I suppose progressives should sit back and enjoy the moment of schadenfreude provided by the spectacle of secular movement conservatives freaking out over the recent ascension of Mike Huckabee's presidential candidacy. But some important lessons for Democrats and progressives lie therein too, and taking stock of them will play a critical role in their success or failure not just in 2008 but beyond.

The moral to the Huckabee story: You got to dance with the one who brung you.

The conservative movement's core has always been the pro-corporate, pro-business right, but it has swelled its ranks by wrapping itself in a cultural conservatism, built around the religious right, that attracted the votes of a lot of working-class people. Now the rabble, in the person of Huckabee, are threatening to take over, and the secular right doesn't like it a bit.

John Cole calls it "the Huckabee Panic," embodied perhaps by Rich Lowry's anti-Huckabee screed at NRO. As Atrios notes, some of the rhetoric is surprising.
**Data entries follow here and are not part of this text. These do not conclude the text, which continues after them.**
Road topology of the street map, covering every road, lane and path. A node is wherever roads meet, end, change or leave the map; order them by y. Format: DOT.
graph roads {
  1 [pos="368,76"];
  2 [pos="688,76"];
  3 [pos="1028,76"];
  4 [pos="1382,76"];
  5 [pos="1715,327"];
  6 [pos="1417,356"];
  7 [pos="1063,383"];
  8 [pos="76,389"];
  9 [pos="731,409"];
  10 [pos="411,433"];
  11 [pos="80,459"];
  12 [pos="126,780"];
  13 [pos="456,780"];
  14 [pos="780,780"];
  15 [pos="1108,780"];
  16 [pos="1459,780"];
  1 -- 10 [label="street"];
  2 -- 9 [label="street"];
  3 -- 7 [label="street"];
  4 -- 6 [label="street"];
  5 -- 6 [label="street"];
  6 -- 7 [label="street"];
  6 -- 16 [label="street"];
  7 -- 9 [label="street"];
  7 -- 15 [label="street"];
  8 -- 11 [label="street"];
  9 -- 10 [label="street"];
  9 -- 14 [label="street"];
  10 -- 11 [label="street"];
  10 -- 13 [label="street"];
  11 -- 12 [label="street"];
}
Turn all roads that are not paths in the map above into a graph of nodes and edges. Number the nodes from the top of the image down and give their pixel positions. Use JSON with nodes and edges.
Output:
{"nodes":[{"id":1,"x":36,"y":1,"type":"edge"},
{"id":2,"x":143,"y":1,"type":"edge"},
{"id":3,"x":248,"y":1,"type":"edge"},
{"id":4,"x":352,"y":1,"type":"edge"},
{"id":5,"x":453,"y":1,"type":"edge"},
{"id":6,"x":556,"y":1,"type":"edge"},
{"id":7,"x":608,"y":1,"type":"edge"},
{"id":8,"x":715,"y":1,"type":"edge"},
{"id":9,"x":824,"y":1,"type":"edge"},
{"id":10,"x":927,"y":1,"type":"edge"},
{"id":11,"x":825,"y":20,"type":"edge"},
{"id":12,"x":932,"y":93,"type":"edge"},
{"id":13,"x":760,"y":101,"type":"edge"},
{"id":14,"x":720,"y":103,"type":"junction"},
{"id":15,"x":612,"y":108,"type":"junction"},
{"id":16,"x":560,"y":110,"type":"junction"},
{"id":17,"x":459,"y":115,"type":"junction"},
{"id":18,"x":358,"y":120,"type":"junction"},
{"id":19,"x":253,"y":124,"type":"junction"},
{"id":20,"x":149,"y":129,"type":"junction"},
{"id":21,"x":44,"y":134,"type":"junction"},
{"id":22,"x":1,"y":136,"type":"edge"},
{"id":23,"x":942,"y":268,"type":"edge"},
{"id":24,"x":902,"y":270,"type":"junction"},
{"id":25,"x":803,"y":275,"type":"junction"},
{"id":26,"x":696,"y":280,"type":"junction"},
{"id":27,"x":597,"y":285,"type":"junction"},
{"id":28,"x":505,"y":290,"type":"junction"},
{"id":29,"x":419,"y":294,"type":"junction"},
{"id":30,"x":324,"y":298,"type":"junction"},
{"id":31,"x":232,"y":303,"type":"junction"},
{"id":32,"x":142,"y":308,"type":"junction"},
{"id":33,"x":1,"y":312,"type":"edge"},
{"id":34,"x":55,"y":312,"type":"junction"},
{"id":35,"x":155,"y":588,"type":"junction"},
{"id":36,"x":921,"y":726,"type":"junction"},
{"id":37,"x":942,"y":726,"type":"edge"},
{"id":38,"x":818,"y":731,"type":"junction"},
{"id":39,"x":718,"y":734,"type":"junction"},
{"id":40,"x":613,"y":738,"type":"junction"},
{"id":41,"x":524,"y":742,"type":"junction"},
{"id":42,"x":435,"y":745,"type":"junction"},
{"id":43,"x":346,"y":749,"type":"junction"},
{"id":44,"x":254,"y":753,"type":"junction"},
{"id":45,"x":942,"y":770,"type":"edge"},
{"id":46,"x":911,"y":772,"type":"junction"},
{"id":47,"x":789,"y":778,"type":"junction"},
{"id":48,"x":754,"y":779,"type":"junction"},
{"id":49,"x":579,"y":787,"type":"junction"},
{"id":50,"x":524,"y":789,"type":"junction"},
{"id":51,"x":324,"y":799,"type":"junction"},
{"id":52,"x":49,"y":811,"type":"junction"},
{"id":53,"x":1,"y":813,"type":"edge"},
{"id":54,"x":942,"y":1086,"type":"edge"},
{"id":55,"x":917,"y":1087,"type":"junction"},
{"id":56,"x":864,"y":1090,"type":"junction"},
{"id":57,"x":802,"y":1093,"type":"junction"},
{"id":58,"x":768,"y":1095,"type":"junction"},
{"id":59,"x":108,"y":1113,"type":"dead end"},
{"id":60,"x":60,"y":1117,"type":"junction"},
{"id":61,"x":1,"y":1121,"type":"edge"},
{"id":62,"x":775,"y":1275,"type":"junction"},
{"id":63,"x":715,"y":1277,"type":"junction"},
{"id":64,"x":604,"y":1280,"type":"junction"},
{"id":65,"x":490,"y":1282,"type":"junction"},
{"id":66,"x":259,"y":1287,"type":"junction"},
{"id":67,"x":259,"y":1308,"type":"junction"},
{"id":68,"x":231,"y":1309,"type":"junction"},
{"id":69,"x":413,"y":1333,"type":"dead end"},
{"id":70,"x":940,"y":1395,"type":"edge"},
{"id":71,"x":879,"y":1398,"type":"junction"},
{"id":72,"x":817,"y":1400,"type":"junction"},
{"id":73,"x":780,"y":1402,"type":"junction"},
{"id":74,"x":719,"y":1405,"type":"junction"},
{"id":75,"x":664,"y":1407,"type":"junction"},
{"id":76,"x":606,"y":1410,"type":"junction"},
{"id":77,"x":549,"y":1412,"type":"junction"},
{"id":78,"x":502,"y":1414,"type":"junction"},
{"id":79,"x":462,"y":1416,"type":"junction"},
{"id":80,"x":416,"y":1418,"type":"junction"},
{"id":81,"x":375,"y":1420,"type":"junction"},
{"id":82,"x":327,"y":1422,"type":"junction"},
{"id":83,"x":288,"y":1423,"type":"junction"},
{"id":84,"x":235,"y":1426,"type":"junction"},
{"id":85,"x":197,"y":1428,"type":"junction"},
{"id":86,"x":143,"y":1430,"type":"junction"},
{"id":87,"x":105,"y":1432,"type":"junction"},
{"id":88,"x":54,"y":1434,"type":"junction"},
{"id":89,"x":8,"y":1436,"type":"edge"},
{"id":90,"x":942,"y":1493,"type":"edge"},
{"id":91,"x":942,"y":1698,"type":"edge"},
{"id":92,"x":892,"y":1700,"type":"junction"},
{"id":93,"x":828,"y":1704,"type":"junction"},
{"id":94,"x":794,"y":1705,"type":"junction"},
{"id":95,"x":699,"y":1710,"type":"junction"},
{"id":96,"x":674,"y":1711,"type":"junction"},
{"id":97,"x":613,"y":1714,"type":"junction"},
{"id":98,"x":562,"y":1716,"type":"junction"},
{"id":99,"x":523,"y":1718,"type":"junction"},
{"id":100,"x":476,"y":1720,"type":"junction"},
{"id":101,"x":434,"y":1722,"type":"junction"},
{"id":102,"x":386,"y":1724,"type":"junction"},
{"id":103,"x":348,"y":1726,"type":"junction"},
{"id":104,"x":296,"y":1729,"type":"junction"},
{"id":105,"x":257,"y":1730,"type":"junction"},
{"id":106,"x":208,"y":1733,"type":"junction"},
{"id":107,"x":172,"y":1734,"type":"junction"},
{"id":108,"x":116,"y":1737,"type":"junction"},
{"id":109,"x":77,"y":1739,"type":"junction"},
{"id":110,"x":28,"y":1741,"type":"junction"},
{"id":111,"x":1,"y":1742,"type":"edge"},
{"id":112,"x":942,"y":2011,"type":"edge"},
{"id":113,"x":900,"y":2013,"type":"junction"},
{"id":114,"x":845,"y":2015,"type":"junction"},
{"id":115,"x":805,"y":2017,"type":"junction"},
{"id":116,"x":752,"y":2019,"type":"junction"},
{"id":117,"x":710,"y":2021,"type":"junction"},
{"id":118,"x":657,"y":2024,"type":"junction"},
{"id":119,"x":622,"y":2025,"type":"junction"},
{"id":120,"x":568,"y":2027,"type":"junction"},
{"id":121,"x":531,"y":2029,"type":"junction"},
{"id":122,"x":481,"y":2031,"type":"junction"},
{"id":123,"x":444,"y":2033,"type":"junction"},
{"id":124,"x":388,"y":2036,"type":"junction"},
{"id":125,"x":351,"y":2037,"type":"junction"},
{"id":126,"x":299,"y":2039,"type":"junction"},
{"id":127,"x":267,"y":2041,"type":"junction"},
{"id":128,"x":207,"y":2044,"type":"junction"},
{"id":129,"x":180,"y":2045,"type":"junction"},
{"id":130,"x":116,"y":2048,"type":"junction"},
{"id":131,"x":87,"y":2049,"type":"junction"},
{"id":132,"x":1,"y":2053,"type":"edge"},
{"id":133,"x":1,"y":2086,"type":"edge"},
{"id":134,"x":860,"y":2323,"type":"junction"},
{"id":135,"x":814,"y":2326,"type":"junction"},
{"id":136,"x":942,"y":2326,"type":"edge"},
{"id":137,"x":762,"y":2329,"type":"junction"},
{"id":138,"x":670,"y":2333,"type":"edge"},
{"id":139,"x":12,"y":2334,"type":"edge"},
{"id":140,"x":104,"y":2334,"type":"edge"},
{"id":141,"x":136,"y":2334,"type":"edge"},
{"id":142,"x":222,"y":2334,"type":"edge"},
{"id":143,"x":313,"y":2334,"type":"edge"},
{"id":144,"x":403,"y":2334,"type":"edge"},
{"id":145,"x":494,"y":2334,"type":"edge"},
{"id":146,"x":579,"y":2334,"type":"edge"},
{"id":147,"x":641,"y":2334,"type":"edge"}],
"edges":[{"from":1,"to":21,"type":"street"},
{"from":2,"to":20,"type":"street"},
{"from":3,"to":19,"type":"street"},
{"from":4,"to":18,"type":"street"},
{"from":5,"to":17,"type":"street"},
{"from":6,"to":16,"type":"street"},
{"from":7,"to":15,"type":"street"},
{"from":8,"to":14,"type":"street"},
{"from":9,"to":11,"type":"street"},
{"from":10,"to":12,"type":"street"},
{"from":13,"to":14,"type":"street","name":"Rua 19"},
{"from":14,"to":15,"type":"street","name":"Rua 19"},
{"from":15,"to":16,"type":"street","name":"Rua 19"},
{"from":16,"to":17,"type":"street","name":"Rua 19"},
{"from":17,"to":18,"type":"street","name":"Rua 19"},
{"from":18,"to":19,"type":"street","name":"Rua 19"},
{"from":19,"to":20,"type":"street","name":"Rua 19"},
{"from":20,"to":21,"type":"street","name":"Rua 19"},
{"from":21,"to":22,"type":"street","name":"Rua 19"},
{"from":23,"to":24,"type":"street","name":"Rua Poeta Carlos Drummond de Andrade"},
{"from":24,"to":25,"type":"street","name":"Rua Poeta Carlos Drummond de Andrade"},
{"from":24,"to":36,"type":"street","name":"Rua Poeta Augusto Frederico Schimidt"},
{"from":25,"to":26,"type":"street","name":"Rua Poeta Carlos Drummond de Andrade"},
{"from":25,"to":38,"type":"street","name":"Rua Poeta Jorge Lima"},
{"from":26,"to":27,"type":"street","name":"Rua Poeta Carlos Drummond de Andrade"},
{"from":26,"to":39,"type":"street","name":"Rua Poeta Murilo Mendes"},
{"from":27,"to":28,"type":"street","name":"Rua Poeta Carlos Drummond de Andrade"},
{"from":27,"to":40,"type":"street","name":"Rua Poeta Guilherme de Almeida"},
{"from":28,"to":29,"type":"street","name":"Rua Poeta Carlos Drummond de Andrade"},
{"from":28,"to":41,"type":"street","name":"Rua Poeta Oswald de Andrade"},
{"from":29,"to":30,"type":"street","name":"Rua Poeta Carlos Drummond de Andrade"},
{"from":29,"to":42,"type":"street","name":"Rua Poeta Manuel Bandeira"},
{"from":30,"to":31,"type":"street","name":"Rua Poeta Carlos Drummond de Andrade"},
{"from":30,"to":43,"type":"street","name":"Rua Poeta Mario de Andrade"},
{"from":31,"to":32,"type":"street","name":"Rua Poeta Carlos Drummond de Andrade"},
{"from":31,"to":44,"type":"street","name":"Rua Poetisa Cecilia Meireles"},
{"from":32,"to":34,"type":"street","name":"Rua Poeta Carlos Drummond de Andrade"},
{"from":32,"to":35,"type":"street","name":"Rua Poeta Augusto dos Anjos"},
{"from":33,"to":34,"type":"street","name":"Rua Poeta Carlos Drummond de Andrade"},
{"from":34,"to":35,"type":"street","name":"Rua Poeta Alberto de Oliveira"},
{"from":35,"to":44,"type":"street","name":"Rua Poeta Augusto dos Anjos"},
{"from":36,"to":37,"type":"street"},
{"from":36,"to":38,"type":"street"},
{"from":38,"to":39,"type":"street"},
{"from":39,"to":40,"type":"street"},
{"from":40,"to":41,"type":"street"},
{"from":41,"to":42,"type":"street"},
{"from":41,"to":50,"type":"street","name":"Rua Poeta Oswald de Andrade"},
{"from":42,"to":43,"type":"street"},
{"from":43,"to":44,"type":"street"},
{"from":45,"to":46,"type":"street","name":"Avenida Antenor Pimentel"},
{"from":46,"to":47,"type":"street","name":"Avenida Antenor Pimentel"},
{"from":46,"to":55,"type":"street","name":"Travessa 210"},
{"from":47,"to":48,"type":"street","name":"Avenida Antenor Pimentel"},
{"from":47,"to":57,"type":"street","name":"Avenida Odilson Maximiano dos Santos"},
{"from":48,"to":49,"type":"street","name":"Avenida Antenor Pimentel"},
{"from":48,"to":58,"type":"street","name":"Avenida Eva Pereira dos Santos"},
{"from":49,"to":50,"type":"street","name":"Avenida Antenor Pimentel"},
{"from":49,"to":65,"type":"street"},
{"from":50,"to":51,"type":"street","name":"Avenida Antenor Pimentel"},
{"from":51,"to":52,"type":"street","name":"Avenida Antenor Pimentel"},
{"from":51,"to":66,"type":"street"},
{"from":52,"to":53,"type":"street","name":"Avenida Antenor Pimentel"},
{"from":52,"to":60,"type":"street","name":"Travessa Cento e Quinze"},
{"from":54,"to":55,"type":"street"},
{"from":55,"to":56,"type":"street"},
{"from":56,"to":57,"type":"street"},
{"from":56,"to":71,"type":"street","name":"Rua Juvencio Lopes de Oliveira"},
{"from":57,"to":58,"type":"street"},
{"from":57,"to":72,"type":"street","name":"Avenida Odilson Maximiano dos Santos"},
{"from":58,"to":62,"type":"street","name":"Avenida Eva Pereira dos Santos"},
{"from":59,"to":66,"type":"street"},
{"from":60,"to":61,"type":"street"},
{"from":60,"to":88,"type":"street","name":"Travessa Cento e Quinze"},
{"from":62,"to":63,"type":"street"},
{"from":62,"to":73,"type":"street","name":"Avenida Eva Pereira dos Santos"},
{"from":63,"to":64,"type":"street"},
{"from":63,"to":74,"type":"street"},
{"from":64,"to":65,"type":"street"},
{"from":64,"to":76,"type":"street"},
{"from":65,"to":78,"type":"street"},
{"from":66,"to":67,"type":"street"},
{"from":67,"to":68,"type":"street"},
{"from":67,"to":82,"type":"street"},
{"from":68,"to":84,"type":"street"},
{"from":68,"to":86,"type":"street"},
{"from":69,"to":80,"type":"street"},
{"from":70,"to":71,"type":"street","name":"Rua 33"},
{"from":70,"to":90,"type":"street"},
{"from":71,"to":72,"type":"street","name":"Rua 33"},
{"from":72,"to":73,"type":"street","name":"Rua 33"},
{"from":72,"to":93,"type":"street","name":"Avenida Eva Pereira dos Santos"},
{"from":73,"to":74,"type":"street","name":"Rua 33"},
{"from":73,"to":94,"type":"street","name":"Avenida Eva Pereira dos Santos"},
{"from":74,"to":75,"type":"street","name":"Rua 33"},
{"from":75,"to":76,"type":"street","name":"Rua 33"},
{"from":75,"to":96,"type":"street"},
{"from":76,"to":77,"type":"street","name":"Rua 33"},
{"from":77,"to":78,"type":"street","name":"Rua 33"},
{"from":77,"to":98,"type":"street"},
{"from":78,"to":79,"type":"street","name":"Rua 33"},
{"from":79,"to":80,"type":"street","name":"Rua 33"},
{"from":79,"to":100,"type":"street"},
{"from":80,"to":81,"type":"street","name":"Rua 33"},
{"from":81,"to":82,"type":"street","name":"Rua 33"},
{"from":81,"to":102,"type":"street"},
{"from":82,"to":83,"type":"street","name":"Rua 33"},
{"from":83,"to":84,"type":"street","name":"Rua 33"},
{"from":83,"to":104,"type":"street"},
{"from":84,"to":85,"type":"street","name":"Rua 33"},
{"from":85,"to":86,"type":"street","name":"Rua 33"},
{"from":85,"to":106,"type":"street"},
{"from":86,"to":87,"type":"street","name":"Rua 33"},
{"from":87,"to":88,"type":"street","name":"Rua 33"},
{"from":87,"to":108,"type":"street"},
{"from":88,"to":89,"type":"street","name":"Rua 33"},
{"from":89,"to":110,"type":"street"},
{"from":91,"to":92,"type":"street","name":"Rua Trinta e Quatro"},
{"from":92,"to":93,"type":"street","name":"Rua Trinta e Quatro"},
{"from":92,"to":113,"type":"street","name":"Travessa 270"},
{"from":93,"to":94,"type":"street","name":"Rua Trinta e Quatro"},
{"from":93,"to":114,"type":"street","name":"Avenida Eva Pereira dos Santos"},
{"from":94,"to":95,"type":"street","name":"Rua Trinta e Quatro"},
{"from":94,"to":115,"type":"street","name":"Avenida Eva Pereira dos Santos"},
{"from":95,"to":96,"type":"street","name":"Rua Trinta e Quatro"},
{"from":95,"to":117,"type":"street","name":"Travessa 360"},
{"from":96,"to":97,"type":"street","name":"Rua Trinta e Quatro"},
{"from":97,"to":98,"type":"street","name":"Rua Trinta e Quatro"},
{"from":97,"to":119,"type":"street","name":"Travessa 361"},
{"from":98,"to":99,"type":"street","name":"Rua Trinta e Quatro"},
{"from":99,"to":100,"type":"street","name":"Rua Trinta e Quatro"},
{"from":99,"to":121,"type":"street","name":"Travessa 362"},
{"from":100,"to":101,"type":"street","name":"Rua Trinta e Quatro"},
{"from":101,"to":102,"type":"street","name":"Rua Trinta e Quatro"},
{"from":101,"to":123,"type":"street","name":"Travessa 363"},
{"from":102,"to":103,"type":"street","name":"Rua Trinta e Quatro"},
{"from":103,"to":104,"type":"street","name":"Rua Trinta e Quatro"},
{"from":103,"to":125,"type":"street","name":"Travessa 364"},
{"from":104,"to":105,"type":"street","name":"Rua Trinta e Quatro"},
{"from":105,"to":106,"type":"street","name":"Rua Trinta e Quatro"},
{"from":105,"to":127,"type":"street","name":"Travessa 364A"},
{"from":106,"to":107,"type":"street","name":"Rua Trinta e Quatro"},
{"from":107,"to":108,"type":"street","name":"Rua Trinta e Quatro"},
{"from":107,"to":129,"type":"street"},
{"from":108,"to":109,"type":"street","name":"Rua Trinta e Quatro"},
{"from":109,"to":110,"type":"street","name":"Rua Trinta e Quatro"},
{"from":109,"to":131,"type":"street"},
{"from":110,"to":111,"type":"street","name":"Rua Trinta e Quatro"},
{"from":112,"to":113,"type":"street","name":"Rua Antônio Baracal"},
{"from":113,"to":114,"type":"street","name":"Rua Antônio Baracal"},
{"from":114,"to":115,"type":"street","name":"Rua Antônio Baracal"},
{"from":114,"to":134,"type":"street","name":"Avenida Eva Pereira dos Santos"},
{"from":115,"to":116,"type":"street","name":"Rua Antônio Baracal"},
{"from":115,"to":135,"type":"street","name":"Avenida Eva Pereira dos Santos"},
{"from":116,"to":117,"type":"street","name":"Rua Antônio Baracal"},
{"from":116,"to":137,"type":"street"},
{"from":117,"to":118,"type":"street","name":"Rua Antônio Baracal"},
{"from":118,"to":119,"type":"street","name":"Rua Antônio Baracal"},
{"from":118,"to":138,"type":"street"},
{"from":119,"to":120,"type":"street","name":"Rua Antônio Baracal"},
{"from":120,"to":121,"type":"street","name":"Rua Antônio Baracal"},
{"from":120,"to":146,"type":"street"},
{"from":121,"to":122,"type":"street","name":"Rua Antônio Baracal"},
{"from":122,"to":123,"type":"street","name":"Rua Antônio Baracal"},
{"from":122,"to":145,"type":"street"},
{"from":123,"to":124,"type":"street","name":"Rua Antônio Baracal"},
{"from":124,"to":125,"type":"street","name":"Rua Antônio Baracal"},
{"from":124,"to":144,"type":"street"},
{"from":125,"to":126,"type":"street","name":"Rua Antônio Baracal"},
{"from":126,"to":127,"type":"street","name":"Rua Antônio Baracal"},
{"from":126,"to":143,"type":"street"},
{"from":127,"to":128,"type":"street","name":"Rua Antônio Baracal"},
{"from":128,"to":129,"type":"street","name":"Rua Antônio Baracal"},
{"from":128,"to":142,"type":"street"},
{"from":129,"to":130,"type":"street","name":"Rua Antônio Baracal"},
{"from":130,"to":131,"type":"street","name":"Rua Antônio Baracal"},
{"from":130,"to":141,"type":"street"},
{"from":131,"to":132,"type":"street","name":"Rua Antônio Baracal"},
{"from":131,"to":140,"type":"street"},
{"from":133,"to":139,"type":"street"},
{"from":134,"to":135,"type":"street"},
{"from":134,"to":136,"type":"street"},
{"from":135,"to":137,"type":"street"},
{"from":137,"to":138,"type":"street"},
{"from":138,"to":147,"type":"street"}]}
The Carpetbagger Report offered up some ideas as to why this is happening -- including Huckabee's positions on taxes, on foreign policy, and on immigration, which are generally anathema to the secular right. He also notes Kevin Drum's wise observation:


I think this brand of yahooism puts off mainstream urban conservatives every bit as much as it does mainstream urban liberals. They're afraid that this time, it's not just a line of patter to keep the yokels in line.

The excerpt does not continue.